**ACTIVITY:** When you reach the entries, transcribe each one exactly.

** EXERCISE DATA follows **

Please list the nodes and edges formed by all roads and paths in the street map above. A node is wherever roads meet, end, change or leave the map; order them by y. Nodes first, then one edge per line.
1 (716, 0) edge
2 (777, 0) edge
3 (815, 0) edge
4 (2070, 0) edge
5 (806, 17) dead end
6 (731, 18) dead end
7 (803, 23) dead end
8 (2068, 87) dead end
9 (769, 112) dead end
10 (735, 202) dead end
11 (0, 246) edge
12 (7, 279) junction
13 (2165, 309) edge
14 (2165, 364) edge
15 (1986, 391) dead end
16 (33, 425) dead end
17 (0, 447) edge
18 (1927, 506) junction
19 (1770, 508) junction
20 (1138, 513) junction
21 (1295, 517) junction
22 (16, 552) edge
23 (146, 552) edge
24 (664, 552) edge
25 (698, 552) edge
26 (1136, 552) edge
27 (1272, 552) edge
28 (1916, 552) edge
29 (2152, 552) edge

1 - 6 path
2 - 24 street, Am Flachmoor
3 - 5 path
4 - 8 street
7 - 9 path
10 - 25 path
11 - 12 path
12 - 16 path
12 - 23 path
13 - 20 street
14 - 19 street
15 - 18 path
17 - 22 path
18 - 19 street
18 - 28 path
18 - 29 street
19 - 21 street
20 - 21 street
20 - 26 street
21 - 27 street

** End of EXERCISE DATA **

**RESULT:**
Please list the nodes and edges formed by all roads and paths in the street map above. A node is wherever roads meet, end, change or leave the map; order them by y. Nodes first, then one edge per line.
1 (716, 0) edge
2 (777, 0) edge
3 (815, 0) edge
4 (2070, 0) edge
5 (806, 17) dead end
6 (731, 18) dead end
7 (803, 23) dead end
8 (2068, 87) dead end
9 (769, 112) dead end
10 (735, 202) dead end
11 (0, 246) edge
12 (7, 279) junction
13 (2165, 309) edge
14 (2165, 364) edge
15 (1986, 391) dead end
16 (33, 425) dead end
17 (0, 447) edge
18 (1927, 506) junction
19 (1770, 508) junction
20 (1138, 513) junction
21 (1295, 517) junction
22 (16, 552) edge
23 (146, 552) edge
24 (664, 552) edge
25 (698, 552) edge
26 (1136, 552) edge
27 (1272, 552) edge
28 (1916, 552) edge
29 (2152, 552) edge

1 - 6 path
2 - 24 street, Am Flachmoor
3 - 5 path
4 - 8 street
7 - 9 path
10 - 25 path
11 - 12 path
12 - 16 path
12 - 23 path
13 - 20 street
14 - 19 street
15 - 18 path
17 - 22 path
18 - 19 street
18 - 28 path
18 - 29 street
19 - 21 street
20 - 21 street
20 - 26 street
21 - 27 street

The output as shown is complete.